Nous avons en Europe l’habitude d’importer les tendances américaines, pour le meilleur comme pour le pire. Ces influences s’expriment de manière particulièrement flagrante sur le plan idéologique. Nous avons d’abord importé les lubies des courants identitaires de gauche issus des campus d’outre-Atlantique, qui ont rapidement infusé dans nos institutions et entreprises. Or, aujourd’hui, un mouvement inverse s’amorce sous l’influence du trumpisme. Les grandes firmes américaines, autrefois chantres de la diversité et de l’inclusion, investissent désormais les espaces médiatiques dominés par la droite dite «dure» et renient ces politiques progressistes qu’elles encensaient il y a peu.
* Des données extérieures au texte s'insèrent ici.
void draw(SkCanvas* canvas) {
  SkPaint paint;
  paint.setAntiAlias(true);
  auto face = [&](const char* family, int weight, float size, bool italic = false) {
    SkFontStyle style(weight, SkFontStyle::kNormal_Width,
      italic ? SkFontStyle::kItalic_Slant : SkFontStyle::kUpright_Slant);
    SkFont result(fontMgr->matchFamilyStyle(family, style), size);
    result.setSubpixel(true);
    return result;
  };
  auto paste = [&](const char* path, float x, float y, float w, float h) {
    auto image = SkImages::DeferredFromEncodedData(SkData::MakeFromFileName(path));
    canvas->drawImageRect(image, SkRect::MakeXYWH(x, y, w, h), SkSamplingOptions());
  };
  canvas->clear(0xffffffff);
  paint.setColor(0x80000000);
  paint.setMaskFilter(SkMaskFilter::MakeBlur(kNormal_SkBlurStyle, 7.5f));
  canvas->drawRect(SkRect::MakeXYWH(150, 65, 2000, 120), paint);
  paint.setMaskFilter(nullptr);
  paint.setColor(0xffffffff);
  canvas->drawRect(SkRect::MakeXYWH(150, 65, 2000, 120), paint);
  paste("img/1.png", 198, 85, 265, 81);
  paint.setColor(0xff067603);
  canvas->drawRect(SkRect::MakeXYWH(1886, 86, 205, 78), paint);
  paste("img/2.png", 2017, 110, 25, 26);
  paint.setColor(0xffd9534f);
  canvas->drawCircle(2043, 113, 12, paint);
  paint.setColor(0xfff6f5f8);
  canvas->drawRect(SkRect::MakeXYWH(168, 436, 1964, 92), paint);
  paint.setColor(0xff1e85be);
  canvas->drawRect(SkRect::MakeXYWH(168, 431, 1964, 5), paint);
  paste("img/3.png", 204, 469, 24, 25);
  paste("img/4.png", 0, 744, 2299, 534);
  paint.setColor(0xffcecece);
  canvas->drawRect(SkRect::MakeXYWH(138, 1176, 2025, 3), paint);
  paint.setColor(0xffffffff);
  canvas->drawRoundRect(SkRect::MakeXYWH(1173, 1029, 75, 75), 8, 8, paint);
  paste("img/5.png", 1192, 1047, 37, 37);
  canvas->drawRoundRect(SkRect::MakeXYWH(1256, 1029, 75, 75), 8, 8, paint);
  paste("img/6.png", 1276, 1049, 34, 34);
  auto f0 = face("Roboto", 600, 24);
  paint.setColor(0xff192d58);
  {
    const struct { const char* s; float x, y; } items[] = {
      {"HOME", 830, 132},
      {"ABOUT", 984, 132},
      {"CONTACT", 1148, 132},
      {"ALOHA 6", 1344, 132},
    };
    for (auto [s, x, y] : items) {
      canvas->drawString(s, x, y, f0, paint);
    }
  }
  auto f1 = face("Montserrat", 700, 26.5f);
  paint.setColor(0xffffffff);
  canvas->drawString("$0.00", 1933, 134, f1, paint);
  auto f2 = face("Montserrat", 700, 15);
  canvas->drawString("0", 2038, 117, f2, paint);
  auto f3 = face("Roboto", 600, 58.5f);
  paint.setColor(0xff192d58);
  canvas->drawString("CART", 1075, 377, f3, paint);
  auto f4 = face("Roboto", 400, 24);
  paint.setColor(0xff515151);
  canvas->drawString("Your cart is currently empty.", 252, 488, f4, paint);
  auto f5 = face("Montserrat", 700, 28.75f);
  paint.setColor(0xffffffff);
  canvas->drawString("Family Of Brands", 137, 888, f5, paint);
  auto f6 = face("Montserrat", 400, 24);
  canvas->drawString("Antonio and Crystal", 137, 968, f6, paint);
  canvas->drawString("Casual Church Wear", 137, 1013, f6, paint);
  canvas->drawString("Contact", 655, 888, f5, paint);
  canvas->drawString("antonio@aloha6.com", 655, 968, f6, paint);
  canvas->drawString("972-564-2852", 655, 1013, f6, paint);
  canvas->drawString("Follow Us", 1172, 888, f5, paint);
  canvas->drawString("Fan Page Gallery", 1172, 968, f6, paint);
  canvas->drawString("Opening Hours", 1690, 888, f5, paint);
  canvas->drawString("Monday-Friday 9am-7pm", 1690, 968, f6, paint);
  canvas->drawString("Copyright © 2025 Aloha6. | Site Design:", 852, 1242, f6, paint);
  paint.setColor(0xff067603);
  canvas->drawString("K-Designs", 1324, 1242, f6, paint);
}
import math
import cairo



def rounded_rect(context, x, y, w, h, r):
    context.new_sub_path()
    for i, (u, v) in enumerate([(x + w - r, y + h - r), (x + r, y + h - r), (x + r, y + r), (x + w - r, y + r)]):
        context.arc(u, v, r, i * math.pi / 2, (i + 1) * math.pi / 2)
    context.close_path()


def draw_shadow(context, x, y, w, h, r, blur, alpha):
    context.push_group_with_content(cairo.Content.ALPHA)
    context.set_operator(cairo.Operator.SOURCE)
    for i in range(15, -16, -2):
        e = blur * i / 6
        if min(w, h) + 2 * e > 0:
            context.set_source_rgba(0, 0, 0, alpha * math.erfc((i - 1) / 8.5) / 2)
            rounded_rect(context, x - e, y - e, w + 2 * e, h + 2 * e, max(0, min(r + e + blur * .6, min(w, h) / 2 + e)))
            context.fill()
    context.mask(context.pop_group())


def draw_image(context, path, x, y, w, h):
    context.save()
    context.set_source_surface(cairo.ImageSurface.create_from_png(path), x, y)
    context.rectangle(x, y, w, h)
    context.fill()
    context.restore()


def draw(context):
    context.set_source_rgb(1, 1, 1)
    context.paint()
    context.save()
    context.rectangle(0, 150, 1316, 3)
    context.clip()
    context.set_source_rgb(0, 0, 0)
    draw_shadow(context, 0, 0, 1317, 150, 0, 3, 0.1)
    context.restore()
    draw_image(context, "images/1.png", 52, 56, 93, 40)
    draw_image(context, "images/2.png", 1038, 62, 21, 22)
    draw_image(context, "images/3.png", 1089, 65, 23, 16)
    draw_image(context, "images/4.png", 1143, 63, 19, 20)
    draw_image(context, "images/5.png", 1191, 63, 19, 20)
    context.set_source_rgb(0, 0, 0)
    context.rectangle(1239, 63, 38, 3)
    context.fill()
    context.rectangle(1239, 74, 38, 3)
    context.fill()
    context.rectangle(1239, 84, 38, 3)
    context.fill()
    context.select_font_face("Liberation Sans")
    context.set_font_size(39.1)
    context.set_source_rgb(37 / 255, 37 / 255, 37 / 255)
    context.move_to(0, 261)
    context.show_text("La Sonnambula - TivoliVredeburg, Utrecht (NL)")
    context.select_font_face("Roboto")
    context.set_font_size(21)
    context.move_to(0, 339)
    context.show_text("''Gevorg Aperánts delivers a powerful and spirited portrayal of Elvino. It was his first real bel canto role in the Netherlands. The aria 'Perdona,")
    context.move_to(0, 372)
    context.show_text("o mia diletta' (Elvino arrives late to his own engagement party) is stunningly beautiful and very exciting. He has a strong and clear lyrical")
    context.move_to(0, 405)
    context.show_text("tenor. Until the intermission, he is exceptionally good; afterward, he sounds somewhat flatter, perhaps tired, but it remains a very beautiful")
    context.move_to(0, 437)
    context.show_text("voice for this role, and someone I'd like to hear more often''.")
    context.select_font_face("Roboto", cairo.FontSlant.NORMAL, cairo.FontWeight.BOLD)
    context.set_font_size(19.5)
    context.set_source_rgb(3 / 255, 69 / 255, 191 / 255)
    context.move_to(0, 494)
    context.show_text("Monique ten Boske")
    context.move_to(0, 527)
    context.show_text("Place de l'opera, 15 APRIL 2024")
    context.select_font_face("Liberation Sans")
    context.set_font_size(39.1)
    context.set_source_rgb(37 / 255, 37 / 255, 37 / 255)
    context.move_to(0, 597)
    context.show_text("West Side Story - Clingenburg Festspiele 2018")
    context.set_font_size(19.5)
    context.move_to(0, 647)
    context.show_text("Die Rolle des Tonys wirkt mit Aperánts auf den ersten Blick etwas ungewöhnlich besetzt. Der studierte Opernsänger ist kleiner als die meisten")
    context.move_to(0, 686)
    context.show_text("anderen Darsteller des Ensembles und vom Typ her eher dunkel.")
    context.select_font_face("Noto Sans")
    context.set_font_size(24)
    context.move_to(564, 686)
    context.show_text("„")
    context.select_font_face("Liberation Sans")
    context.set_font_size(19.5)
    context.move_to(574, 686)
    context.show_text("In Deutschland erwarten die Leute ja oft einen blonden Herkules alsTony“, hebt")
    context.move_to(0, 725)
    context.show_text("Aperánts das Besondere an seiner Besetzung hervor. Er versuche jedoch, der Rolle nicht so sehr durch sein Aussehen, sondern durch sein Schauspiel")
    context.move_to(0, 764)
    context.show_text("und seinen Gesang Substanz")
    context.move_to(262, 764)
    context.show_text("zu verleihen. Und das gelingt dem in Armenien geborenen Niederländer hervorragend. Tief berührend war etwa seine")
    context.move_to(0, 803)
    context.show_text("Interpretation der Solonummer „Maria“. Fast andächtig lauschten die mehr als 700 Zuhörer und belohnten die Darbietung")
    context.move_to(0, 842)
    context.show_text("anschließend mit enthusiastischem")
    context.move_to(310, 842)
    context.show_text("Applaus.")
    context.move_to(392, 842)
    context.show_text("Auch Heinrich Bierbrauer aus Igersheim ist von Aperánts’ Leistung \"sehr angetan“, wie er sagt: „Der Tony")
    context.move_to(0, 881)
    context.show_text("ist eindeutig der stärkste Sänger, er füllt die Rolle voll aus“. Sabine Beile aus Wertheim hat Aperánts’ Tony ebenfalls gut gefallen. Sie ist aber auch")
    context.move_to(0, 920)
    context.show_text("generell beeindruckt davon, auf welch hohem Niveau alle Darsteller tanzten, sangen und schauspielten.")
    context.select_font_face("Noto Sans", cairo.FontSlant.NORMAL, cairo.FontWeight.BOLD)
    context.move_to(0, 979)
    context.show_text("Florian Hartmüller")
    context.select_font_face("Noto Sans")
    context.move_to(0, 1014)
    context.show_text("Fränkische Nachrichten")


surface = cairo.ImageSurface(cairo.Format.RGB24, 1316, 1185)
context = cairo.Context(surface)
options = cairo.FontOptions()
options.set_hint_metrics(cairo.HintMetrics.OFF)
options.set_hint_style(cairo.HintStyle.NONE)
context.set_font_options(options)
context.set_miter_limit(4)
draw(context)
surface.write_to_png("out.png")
Ce changement de paradigme demeure d’autant plus puissant que les pontes de la tech américaine l’alimentent généreusement. Le patron de X, Elon Musk, semble ainsi s’être fixé pour mission d’intervenir dans le débat politique européen en menant une croisade contre l’«agenda woke et mondialiste». Parallèlement, le slogan «Make Europe Great Again» ou la popularité grandissante du slogan «Afuera!» (littéralement: «dehors!», pour parler de postes publics à supprimer) du président argentin Javier Milei révèlent la perméabilité des discours populistes venus d’outre-Atlantique.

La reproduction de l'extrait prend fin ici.